One of the nicer ones I've stumbled upon is the Bellevue Botanical Garden, near Seattle. It's public, free, and definitely worth your time to visit, if you're within an hour or two's drive. I give it a serious B+. That's a very high rating. "A" level world-class gardens are few and far between.
From Thanksgiving to the end of December it becomes something else: "The Garden d'Lights." From the description, I thought they merely decorated the garden heavily with lights. That would have been enough to get me there. I'm a sucker for Christmas lights. (And for insight into why they fascinate me, see here.)
But this goes way beyond mere decoration—the volunteers (it's all done by volunteers) create a garden from lights. It's amazing to behold, and well deserving of my hour or so in the car.

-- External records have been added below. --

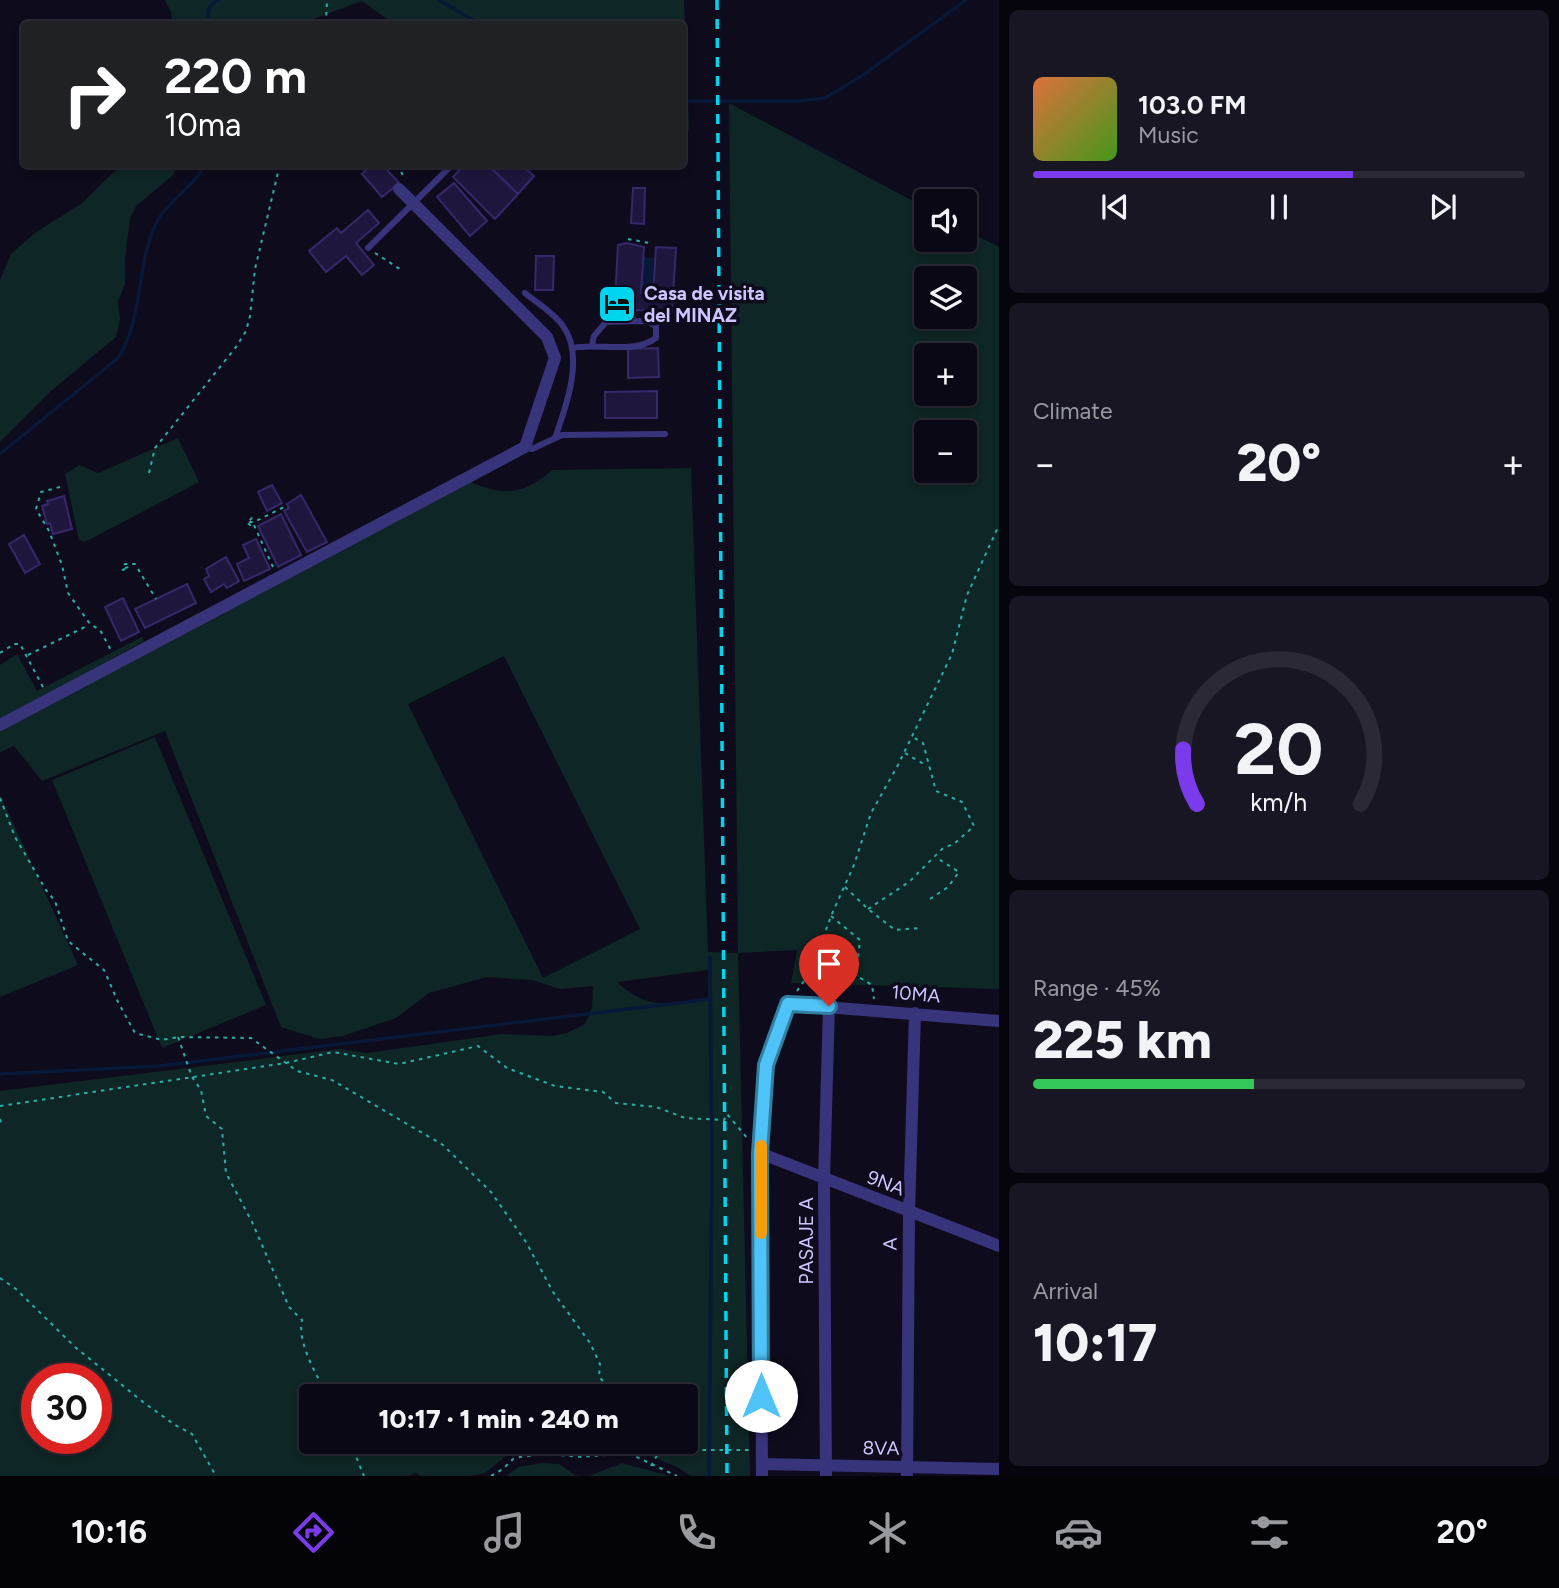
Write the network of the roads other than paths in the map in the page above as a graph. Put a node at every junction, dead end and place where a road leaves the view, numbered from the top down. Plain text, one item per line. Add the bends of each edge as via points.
1 (449, 168) edge
2 (400, 189) dead end
3 (414, 203) junction
4 (368, 248) road end
5 (525, 293) dead end
6 (592, 345) junction
7 (572, 348) junction
8 (665, 434) dead end
9 (555, 438) junction
10 (525, 447) junction
11 (0, 725) edge
12 (829, 1006) junction
13 (915, 1013) junction
14 (999, 1021) edge
15 (760, 1153) junction
16 (824, 1180) junction
17 (909, 1213) junction
18 (999, 1246) edge
19 (999, 1469) edge
20 (762, 1470) edge
21 (826, 1471) edge
22 (907, 1472) edge

1 - 3 lane
2 - 3 street
3 - 4 lane
3 - 10 street via 547,337 555,358
5 - 7 lane via 563,326
6 - 6 lane via 647,344 656,338 656,326 646,321 606,322
6 - 7 lane
7 - 9 lane via 566,408
8 - 9 lane
9 - 10 lane via 532,450
10 - 11 street
12 - 13 street, 10MA
12 - 15 street, 10MA via 788,1004 766,1065
12 - 16 street, PASAJE A
13 - 14 street, 10MA
13 - 17 street, A
15 - 16 street, 9NA
15 - 20 street
16 - 17 street, 9NA
16 - 21 street, PASAJE A
17 - 18 street, 9NA
17 - 22 street, A
19 - 22 street, 8VA
20 - 21 street, 8VA
21 - 22 street, 8VA

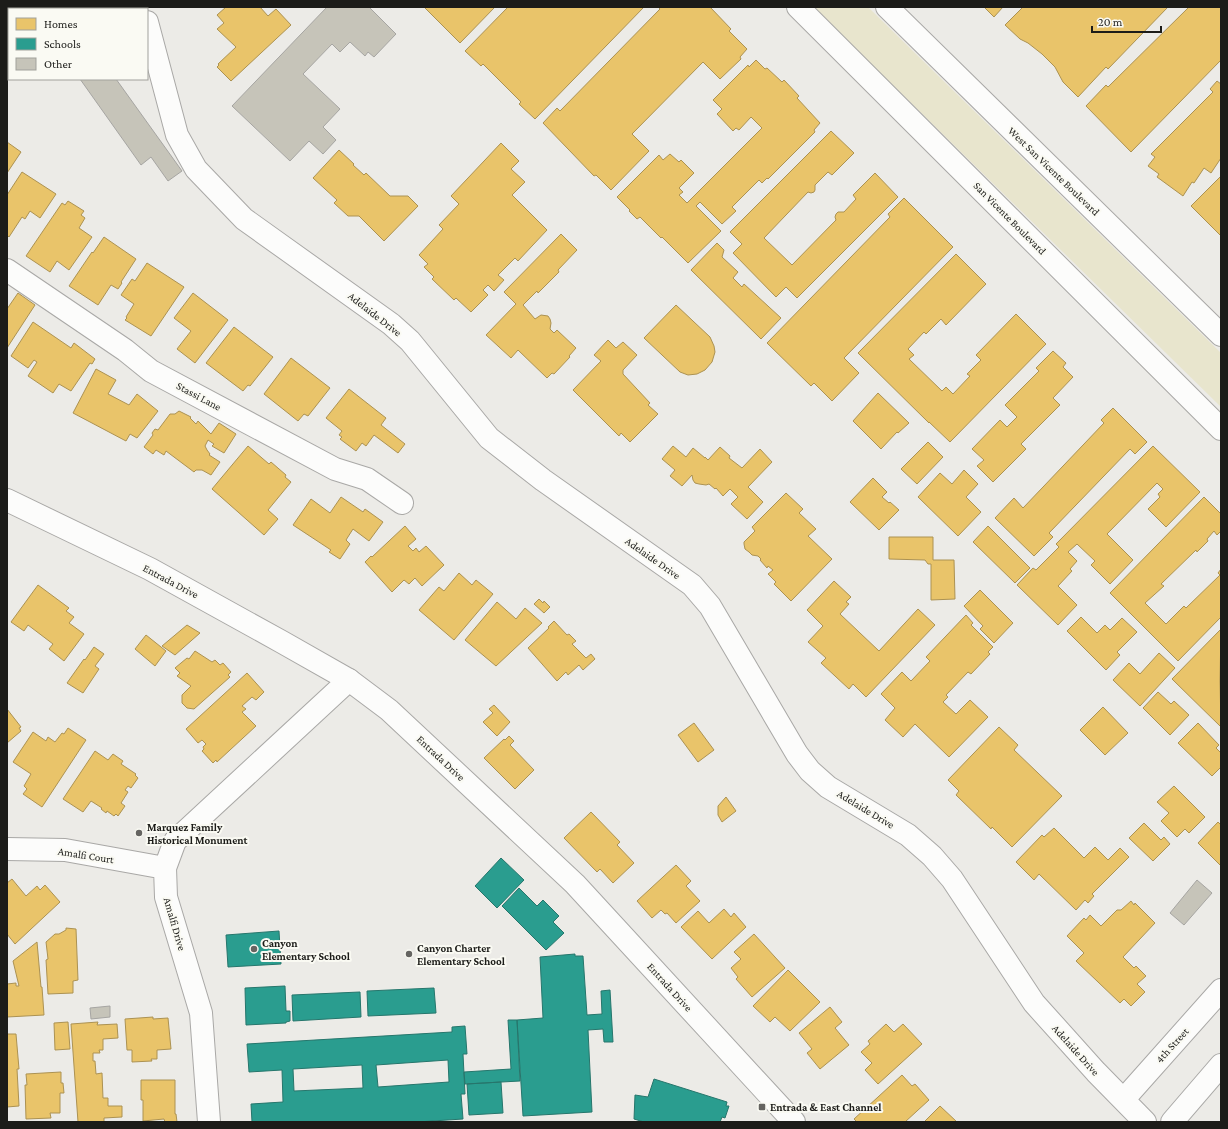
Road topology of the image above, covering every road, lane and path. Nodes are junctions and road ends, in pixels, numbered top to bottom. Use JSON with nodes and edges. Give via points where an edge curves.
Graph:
{"nodes":[{"id":1,"x":798,"y":7,"type":"edge"},
{"id":2,"x":886,"y":7,"type":"edge"},
{"id":3,"x":148,"y":26,"type":"edge"},
{"id":4,"x":7,"y":270,"type":"edge"},
{"id":5,"x":1221,"y":336,"type":"edge"},
{"id":6,"x":1221,"y":429,"type":"edge"},
{"id":7,"x":7,"y":500,"type":"edge"},
{"id":8,"x":402,"y":503,"type":"dead end"},
{"id":9,"x":349,"y":680,"type":"junction"},
{"id":10,"x":7,"y":849,"type":"edge"},
{"id":11,"x":165,"y":868,"type":"junction"},
{"id":12,"x":1221,"y":990,"type":"edge"},
{"id":13,"x":1221,"y":1066,"type":"edge"},
{"id":14,"x":1124,"y":1100,"type":"junction"},
{"id":15,"x":209,"y":1122,"type":"edge"},
{"id":16,"x":794,"y":1122,"type":"edge"},
{"id":17,"x":1145,"y":1122,"type":"edge"},
{"id":18,"x":1172,"y":1122,"type":"edge"}],
"edges":[{"from":1,"to":6,"type":"street","name":"San Vicente Boulevard"},
{"from":2,"to":5,"type":"street","name":"West San Vicente Boulevard"},
{"from":3,"to":14,"type":"street","name":"Adelaide Drive","via":[[177,135],[196,169],[244,219],[391,324],[410,342],[489,438],[543,480],[692,585],[710,606],[797,754],[810,771],[828,787],[908,835],[932,856],[952,879],[1034,1003]]},
{"from":4,"to":8,"type":"street","name":"Stassi Lane","via":[[125,350],[151,371],[335,469],[367,479]]},
{"from":7,"to":9,"type":"street","name":"Entrada Drive","via":[[150,569]]},
{"from":9,"to":11,"type":"street","name":"Amalfi Drive","via":[[175,841]]},
{"from":9,"to":16,"type":"street","name":"Entrada Drive","via":[[389,710],[575,884]]},
{"from":10,"to":11,"type":"street","name":"Amalfi Court","via":[[65,850]]},
{"from":11,"to":15,"type":"street","name":"Amalfi Drive","via":[[166,897],[201,1013]]},
{"from":12,"to":14,"type":"street","name":"4th Street"},
{"from":13,"to":18,"type":"street"},
{"from":14,"to":17,"type":"street","name":"Adelaide Drive"}]}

It's free, tripods are welcome, and it's utterly photographer-friendly. It's the first time I've ever felt that people were being way too polite trying to stay out of my line of sight.
Christmas displays like this are a great place to pull out some of those digital tricks. Displays are often too big (or too detailed) to be well-covered in a single photograph. Even on film, size matters (all the work in my monograph was medium format, 'cause 35mm just didn't cut it). Digital's the same. I often made multiple exposures of pieces of a scene, to be photomerged later in Photoshop, because CS3 makes doing this kind of thing easy (top picture).
It's also the ideal situation to use HDR. Unless you've got a really high-end digital camera, these subjects will sorely tax the exposure range you can capture. Well, nothing's moving and you've got a tripod; bracket like mad and combine the results in the computer to get something more like what you saw (below). I made three, sometimes four exposures of every scene I photographed.
You could go really nuts and do HDR panoramas, but I decided making 12–20 exposures for a single photo was excessive even for me.
Finally, here's a tip for calming the camera shakes. If you've got a semi-stable support for your camera but no cable release you risk of jiggling the camera a bit when you press the shutter release. Using the self-timer works, but there's a faster way. Set your camera for auto focus and don't pre-focus before making your exposure. As soon as you press the shutter button, let it go. Your camera will spend a few tenths of a second hunting for the focus before it makes the exposure, which is plenty of time for the finger-induced jiggles to die out. It's the one time when you should jab at the shutter release.